Ellas Vater wurde trotz seines Alters (43) 1943 nochmals Soldat (den I. Weltkrieg hatte er noch als 17-Jähriger Soldat miterlebt). Dies schrieb er selbst seinem aufmüpfigen Verhalten gegenüber dem damaligen Ortsgruppenleiter Kahns zu: Wenn dieser ihn mit „Heil Hitler“ grüßte beantworte er dies regelmäßig mit „Klei mi an Mors
 
 
Während des Krieges gab es auf allen Rondeshagener Höfen französische Zwangsarbeiter und Zwangsarbeiterinnen („Arbeitsmaiden“ aus der Tschechoslowakei , die in einem blauen Kittel mit Schürze und einer großen Erkennunsbrosche gekleidet waren).
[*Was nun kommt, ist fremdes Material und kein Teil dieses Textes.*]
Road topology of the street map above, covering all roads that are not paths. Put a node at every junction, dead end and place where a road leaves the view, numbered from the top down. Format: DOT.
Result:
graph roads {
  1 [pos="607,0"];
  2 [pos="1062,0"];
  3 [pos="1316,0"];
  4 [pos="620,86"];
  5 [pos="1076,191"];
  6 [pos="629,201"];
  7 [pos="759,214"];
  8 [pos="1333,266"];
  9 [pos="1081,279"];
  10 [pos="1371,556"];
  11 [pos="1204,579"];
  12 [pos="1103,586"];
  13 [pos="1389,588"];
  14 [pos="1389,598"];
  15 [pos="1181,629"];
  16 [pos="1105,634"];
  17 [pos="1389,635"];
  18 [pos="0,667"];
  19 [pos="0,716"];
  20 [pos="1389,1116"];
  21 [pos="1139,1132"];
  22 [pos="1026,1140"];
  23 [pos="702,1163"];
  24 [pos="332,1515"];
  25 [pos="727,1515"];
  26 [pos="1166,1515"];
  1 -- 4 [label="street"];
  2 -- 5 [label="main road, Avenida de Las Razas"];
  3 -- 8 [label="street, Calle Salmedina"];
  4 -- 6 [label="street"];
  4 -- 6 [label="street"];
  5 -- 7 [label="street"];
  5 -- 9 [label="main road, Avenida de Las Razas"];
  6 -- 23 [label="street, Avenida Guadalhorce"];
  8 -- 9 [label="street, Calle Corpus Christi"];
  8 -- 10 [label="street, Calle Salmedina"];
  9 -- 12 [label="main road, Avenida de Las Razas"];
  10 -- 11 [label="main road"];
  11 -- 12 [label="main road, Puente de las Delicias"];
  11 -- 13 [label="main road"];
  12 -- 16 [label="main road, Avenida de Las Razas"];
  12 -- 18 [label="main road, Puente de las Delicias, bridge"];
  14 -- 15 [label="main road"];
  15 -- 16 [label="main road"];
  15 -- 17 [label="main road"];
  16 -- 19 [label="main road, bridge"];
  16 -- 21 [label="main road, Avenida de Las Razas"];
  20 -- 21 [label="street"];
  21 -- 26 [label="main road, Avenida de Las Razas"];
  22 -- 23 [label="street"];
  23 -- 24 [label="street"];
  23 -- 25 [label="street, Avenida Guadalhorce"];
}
Die Männer wohnten im Schünemannschen Saal an der Schmiede, die Frauen in Berkenthin (Nach Rondeshagen kamen sie jeden Tag zu Fuß.) Die Anzahl der Zwangsarbeiter betrug um die 40. Diese durften maximal 4 Wochen auf einer Hofstelle verweilen, dann wurde getauscht. Zweck des ganzen war, dass keine Gewöhnung und persönliche Zuneigung oder Mitleid  sich aufbauen konnte (Fraternisierung).
 
     
 
Frontberichte hörte man bei Familie Jürs (Pätau) , die einer der wenigen waren, die ein Volksempfängerradio im Dorf besaßen. Mit ihm konnte man allerdings fast nur die im 3. Reich zensierten deutschen Sender empfangen. Ausländische (feindliche) Sendungen zu hören, war zu dieser Zeit ein Verbrechen...Da ausländische Radiosendungen bei Kriegsausbruch nicht einfach verboten werden konnten wie die ausländische Presse, verfasste Goebbels bereits am Tag des Kriegsausbruchs einen Gesetzesentwurf, welcher das Hören ausländischer Radiosendungen und die Verbreitung der dort erfahrenen Informationen als "Rundfunkverbrechen" unter Strafe stellte. Die Strafmaßnahmen reichten vom Einzug des Radios bis zu mehrjährigen Zuchthausstrafen, in einzelnen Fällen wurden sogar Todesurteile wegen Verrats ausgesprochen. Die Fahndung von Verstößen gegen die Rundfunkverordnung wurde der Gestapo übertragen, die in ihrer Arbeit größtenteils auf Denunziationen aus der Bevölkerung angewiesen war, und allein in den ersten 10 Monaten rund 2.200 Verhaftungen vornahm.

 
 
Volksempfänger
Werbeplakat
Nazi-Rechtsprechung
 
  Volksempfänger wurden 1938 zu einem staatlich subventionierten Preis abgegeben (35, - Reichsmark), ein Arbeiter verdiente damals zwischen 125,- und 150,- RM, also für die meisten Menschen ein Luxusartikel.